In the lines below, count those containing the word "Discuslaan" and give the number alone.

======== Dataset records

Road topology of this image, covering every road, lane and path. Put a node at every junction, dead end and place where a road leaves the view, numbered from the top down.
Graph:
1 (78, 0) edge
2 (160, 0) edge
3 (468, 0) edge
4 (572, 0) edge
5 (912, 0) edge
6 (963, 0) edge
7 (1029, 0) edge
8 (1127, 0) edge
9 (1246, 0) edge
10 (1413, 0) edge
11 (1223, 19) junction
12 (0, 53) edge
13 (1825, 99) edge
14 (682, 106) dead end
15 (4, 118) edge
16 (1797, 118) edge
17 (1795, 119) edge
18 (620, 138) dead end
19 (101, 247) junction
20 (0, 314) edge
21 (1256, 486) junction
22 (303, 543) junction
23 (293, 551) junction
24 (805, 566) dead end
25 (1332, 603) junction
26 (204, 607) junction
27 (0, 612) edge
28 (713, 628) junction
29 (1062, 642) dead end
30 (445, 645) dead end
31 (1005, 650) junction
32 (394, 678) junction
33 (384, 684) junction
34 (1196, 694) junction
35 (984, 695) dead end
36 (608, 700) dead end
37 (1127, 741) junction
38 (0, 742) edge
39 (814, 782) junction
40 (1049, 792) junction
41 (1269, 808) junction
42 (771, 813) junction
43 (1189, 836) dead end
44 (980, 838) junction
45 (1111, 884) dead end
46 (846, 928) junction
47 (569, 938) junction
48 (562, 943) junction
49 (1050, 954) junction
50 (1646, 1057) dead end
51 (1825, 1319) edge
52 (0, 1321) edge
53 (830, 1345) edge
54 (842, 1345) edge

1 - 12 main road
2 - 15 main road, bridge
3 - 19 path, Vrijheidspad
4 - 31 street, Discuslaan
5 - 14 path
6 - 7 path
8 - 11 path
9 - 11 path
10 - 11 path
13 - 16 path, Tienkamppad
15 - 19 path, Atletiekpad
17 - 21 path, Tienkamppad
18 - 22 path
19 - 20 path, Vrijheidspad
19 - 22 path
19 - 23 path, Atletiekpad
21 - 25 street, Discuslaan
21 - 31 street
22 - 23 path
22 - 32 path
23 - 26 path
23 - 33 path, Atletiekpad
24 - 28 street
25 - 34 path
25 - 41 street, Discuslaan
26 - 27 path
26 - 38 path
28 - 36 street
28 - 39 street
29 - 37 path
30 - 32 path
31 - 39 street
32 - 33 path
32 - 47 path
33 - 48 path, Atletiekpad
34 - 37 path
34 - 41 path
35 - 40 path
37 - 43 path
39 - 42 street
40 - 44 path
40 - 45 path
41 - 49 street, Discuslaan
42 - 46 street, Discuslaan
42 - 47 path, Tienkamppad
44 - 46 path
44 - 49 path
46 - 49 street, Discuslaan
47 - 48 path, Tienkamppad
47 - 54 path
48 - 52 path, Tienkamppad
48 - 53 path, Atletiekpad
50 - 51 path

================

_Task output_
6